Relocating to China, Chapter 10 centres on Anxi Chenghuangmiao. The temple’s early history and its 1990 relocation from Anxi city centre to the Fengshan Scenic Tourism Area above the graves of Xie Bian and Fan Wujiu are critically investigated, as are its atypical Tua Di Ya Pek mythologies. Analysed in context of the invention and commoditisation of tradition and of China’s changing cultural policies, Anxi Chenghuangmiao’s reinvention is associated with self-perpetuating its own City God tradition, and to Tua Di Ya Pek’s recent overseas popularisation. Continuing this line of enquiry, the chapter concludes by describing the opening of a new annex in front of Xie Bian and Fan Wujiu’s graves, an annex first conceptualised in Klang, Malaysia, and evaluating the contestation of meaning and counterclaims to provenance of the new ritual site.
Chapter 1 begins by outlining the book’s four primary narratives. First, the pivotal role of Underworld deities as channelled through their tang-ki; second, the history of Chinese post-mortal cosmology; third, city gods and the significance of Anxi City God Temple (Anxi Chenghuangmiao) in China; and fourth, an analysis of societal catalysts triggering religious change to explain the increasing popularity and channelling of Underworld deities in Singapore and Malaysia. Moving on to terminology, the decision to use ‘Chinese vernacular religion’ to describe the religion of the masses over either ‘folk religion’ or ‘popular religion’ is explained. The chapter concludes by explaining the composition and divisible nature of the human soul in Chinese cosmology; the process of deification whereby a human soul can achieve post-mortal deity status; and how a deity can be promoted, demoted, and exist in multiple pantheons.

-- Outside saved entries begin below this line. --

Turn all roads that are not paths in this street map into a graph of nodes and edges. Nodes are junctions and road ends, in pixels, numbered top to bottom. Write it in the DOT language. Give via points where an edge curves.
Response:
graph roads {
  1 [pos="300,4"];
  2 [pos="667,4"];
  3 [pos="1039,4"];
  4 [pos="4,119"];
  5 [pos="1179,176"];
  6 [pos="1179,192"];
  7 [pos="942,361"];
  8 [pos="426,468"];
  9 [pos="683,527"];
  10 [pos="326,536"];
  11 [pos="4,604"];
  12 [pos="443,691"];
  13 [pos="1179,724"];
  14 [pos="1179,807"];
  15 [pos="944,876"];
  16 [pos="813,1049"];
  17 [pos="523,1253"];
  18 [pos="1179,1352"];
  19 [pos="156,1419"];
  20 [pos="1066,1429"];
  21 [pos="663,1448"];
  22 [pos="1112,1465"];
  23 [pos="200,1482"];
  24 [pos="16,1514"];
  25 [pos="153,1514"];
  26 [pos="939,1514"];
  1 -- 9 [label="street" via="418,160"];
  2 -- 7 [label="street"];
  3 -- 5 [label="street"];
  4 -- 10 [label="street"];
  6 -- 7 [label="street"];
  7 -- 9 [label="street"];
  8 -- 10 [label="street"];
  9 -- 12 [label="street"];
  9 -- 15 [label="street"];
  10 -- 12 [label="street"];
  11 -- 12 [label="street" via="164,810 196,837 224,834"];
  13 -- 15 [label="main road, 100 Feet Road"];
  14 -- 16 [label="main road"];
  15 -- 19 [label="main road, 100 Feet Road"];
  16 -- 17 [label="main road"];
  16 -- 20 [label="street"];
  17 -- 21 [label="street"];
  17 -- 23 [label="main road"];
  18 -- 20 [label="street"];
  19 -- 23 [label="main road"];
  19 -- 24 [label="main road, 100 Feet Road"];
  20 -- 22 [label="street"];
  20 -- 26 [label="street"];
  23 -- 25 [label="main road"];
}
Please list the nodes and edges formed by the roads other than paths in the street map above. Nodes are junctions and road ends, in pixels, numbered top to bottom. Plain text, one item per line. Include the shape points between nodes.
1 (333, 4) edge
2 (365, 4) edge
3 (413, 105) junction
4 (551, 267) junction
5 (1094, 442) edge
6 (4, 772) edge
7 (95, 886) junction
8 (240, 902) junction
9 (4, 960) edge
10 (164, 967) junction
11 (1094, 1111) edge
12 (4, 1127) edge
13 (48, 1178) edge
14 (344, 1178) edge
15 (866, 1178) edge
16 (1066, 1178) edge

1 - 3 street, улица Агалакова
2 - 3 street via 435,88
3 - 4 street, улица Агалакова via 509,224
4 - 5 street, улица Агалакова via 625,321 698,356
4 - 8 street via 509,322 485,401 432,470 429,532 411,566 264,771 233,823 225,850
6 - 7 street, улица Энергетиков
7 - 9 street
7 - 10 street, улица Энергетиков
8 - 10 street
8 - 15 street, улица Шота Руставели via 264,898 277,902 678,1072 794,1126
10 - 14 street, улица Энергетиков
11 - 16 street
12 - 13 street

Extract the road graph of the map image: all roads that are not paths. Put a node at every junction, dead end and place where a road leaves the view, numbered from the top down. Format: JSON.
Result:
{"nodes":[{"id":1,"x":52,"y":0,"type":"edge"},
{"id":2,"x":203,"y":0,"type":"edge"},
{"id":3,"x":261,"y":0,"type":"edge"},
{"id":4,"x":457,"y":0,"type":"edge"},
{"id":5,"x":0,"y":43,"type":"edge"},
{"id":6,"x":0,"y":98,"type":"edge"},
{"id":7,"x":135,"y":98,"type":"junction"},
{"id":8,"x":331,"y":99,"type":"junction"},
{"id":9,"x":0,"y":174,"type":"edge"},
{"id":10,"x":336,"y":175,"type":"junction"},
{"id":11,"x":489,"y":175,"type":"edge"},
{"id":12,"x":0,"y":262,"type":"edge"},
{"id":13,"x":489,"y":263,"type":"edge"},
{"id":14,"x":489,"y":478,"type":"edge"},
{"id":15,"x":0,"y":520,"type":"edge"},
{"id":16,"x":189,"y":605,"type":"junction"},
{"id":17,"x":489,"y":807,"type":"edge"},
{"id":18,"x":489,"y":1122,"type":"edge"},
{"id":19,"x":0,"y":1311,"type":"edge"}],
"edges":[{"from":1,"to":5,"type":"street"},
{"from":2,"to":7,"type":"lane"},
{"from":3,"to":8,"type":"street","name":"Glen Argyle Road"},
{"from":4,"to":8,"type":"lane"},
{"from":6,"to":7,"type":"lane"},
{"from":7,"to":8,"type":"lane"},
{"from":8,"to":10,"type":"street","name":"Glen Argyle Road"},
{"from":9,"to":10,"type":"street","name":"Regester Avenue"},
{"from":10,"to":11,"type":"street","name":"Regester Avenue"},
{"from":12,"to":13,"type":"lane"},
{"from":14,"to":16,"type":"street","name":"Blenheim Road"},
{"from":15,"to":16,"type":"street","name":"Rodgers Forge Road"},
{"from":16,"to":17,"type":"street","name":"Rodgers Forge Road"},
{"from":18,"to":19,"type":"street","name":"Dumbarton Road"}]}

Returning to central Malaysia to describe two ritual events, Chapter 9 serves to compare south and central Malaysia’s Seventh Month ritual events. The first ethnography recounts a night-time luck-promoting ‘coffin ritual’ in Kuala Lumpur where participants lie in a coffin, symbolically dying and entering the Underworld when the coffin lid is closed and re-entering the world of the living as the coffin lid is removed. The ritual is described from the perspective of both participant and observer. As the coffin ritual was appropriated from contemporary Thai Theravada Buddhism, the analysis further examines Thai transnational cultural flows. The second ethnography revisits Klang to recount the ritual release of exorcised spirits which have been trapped in Guinness bottles and stored in the prison cell in the temple’s Underworld recreation. The chapter concludes by discussing Di Ya Pek’s perceptions of the relative passage of time in the Underworld, and an alternative interpretation of the Chinese Underworld’s creation.
Chapter 4 begins by contextualising Underworld deity worship within the broader context of vernacular religion in the Chinese diaspora, and then presents a compendium of Tua Ya Pek and Di Ya Pek’s contrasting mythologies. The ethnographic narrative begins with an ‘oil wok’ ritual to prepare medicines for the elderly in Jurong, Singapore, and introduces the Underworld tradition’s material and ritual cultures, emic perceptions of Hell, and presents a detailed description of a tang-ki entering a state of trance possession. The analysis focuses on alcohol consumption and gambling as self-perpetuating mechanisms and, contrasting ethical codes, draws comparisons with Taiwan’s ghost temples which became popularised during a similar time period.